İzmit’ten yola çıktığımızdan beri hep karadan, hep karadan yol aldık. Yusufeli’ne gelirken ve devamında su gördük. Ama nehir, ama baraj gölü. Tuzlu su bir türlü yok. Yeni göreceğimiz ilçe Kemalpaşa imiş. Ben yolda biraz uykuya dalmıştım. Gözlerimi açtığımda karşımda deniz vardı; ayağa kalktım otobüsün içinde, “Tanrı’ya şükür, deniz göründü” diye bağırdım” Harika bir ilçe. Sonra anlatacağım.
Sesimi Kemalpaşa’da bıraktım
Kahvaltı için Kemalpaşa Belediye Başkanı’nın bizler için tahsis ettiği Çakıl Restoran’dayız. Ha bu Çakıl Restoran İstanbul Yenikapı’daki Çakıl Restoran değil. Sakın karıştırmayın. Mükellef bir kahvaltı. Özellikle mıhlama ki ekmeği elime alıp sahana elimi attığımda o lezzeti tatmadan görselliğini yaşadım. Bu arada elim yanmadı değil. Yanlışlıkla sahana temas etmişim. Kahvaltı bitti. Başkanvekili Yazı İşleri Müdürü, KARBAFED Başkanı Mikail Kalyoncu, Ali Başkan ve bizim malum başkanların konuşmalarının ardından bir istek geldi. İstek şu; Horon. Hayy hayy. İşletme çalışanları isteği anında terine getirdi. Bilgisayardan da olsa Hemşin Horonu büyük bir coşkuyla oynandı. Ben de fotoğraf çekerken gaza geldim; Artvinliler gibi nara atmaya çalıştım. Senin ne işine be hey Ufuk. Sen Artvinli misin? Kimle aşık atıyorsun. Velhasılı kelam; sesimi orada kaybettim. Ama çok şey kazandım.

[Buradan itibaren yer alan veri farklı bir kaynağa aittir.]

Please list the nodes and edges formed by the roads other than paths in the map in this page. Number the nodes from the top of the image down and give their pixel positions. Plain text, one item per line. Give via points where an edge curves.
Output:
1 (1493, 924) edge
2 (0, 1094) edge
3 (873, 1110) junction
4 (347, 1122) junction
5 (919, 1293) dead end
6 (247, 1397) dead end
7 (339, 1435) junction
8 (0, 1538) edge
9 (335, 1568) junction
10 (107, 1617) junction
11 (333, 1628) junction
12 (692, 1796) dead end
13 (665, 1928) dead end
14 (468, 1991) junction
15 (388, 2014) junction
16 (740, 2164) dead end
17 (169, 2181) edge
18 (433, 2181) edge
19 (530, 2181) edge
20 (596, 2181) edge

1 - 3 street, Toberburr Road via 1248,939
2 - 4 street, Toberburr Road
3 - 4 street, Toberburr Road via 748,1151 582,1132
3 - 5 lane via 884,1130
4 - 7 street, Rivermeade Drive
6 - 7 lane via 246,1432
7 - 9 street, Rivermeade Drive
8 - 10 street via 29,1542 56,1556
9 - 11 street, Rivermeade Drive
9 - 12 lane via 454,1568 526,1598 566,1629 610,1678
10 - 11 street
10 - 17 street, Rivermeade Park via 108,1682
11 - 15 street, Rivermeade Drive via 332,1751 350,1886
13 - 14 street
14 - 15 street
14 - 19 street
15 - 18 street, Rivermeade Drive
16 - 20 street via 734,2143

Kısa bir o kadar da uzun Artvin hikayesi bitmez. Artvin; yaşanmaz, anlatılır demişti Ali başkan. Katılmadığımı söylemek istiyorum. Artvin yaşanılır.
Doğaya meydan okuyanlar
Bu kadar güzellikler sonrası bazılarımız ellerinde çayları ile sahile indik. Hırçın ve bir o kadar da sert Karadeniz dalgalarına meyden okuduk. Sakın ola; bizim yaptığımızı yapmayın. Doğa ile şaka olmaz.
Bugünlük de bu kadar esen kalın.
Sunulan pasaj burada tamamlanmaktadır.